MalTa-Treffs für Menschen mit beginnender Demenz

Nicht mehr in der Lage, den Alltag ganz alleine zu meistern aber noch lange nicht pflegebedürftig: Für Menschen mit einer beginnenden Demenz ist es schwierig, das richtige Hilfsangebot zu finden. Die MalTa-Tagestreffs schließen hier eine wichtige Lücke. Die Gäste werden liebevoll und individuell in den Treffs begleitet. Ihre Fähigkeiten werden gezielt gefordert und gefördert durch aktivierende Teilhabe und eine selbst bestimmte Tagesgestaltung unter Anleitung. Das Team aus haupt- und ehrenamtlichen Mitarbeitern ist nach Silviahemmet geschult. Erfahren Sie hier alles über unsere Malteser-Tagestreffs für Menschen mit beginnender Demenz.

Routine und vertraute Gesichter – wichtig für Menschen mit Demenz

Der Tag beginnt mit einem gemeinsamen Frühstück. Anschließend ist Zeit für alltägliche Dinge wie Gesellschaftsspiele, Zeitung lesen, Gespräche oder Vorbereitung des Mittagessens. Jede und jeder nach seinen Interessen und Fähigkeiten. Nach dem Mittagessen bieten sich ein Spaziergang, eine Leserunde oder auch eine kurze Mittagsruhe an. Nach einer Stärkung durch Kaffee und Kuchen kehren die Gäste nach Hause zurück. Dieser strukturierte Tagesablauf gibt Menschen mit Demenz Halt und Sicherheit. Im MalTa-Tagestreff fühlen sie sich geborgen und haben keine Scheu, sich auszuprobieren.

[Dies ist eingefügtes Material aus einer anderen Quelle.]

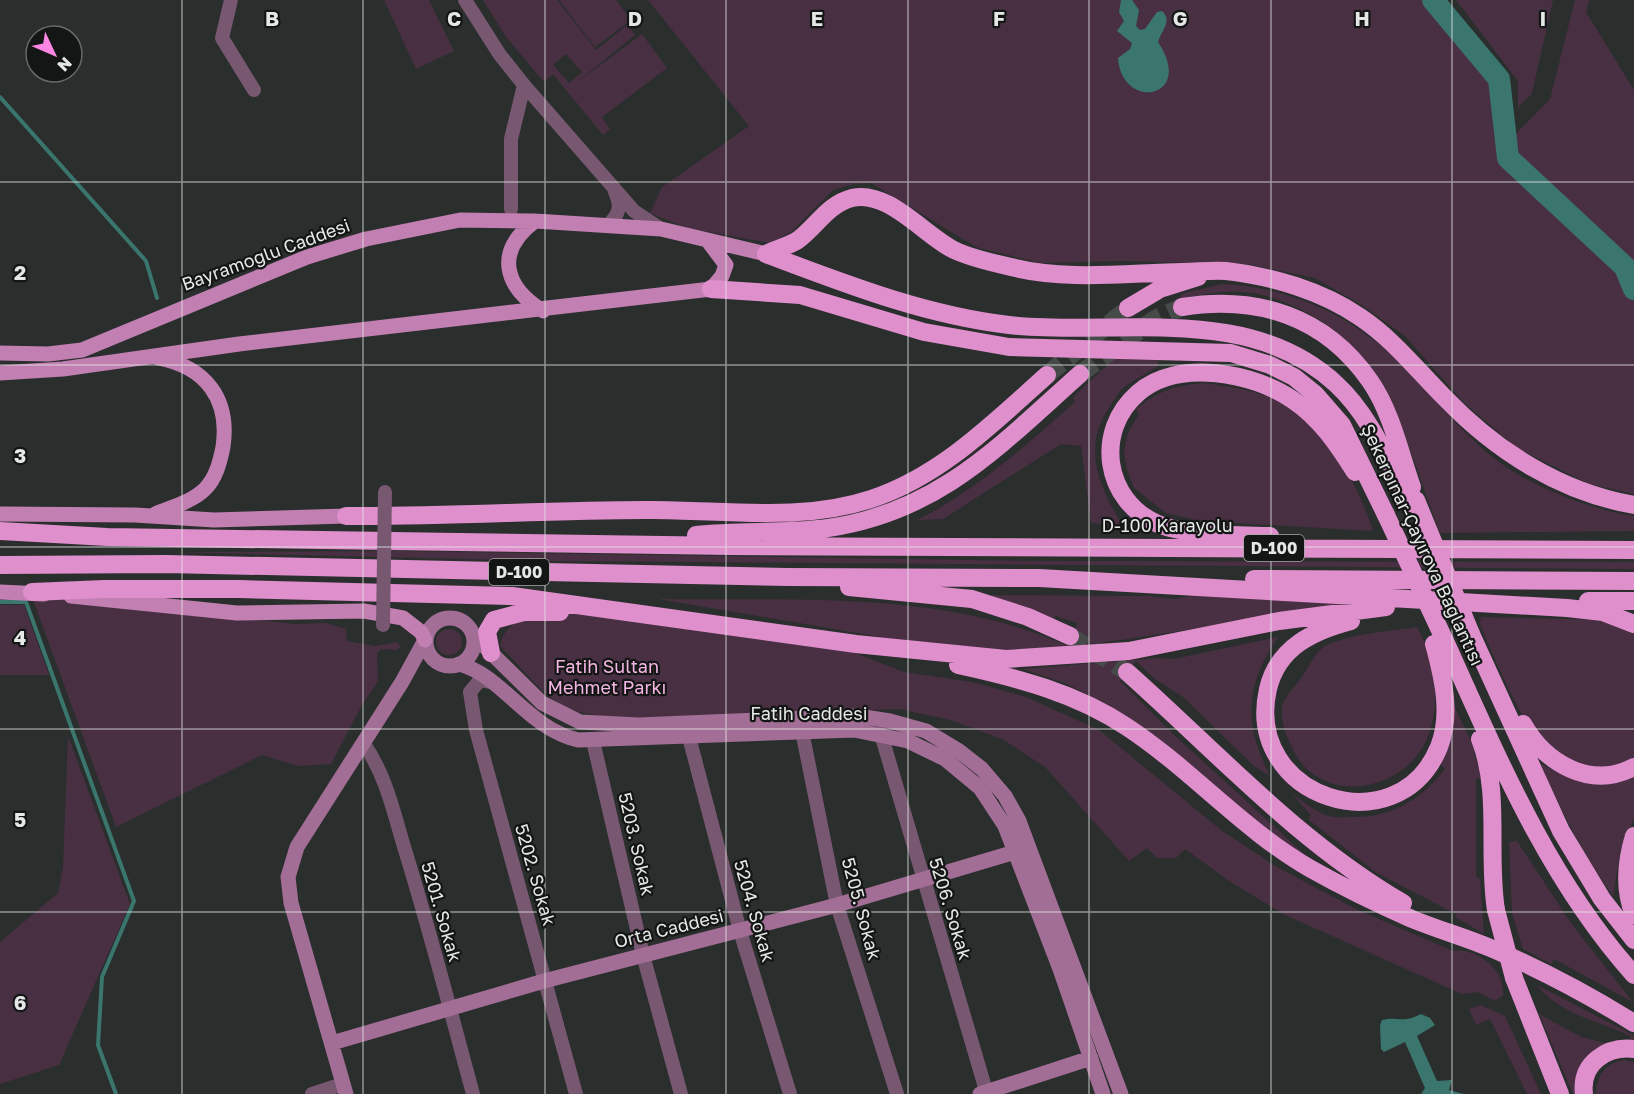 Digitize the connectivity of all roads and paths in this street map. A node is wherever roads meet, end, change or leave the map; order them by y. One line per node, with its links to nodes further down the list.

In diesem vertrauten Umfeld können wichtige Fähigkeiten genutzt und längst vergessen geglaubte reaktiviert werden.

Die Silviahemmet-Philosophie: liebevolle Begleitung und Unterstützung

Die MalTa-Tagestreffs arbeiten alle nach der Palliativen Philosophie nach Silviahemmet. Diese Philosophie ist die Grundlage der Arbeit der Silviahemmet-Stiftung, die 1996 von Königin Silvia von Schweden gegründet wurde. Sie stellt den an Demenz erkrankten Menschen in den Mittelpunkt und konzentriert sich bei der Begleitung auf die individuellen Symptome und Bedürfnisse jedes Einzelnen. Der Anspruch des MalTa-Teams ist es, jeden Gast so zu fördern, wie es seine Situation erfordert und ermöglicht. Damit das gelingt, lernen die Mitarbeitenden im MalTa die (Krankheits-) Geschichte, Vorlieben und Fähigkeiten jedes Gastes kennen. Das geschieht durch intensive Gespräche mit den Gästen und ihren Angehörigen.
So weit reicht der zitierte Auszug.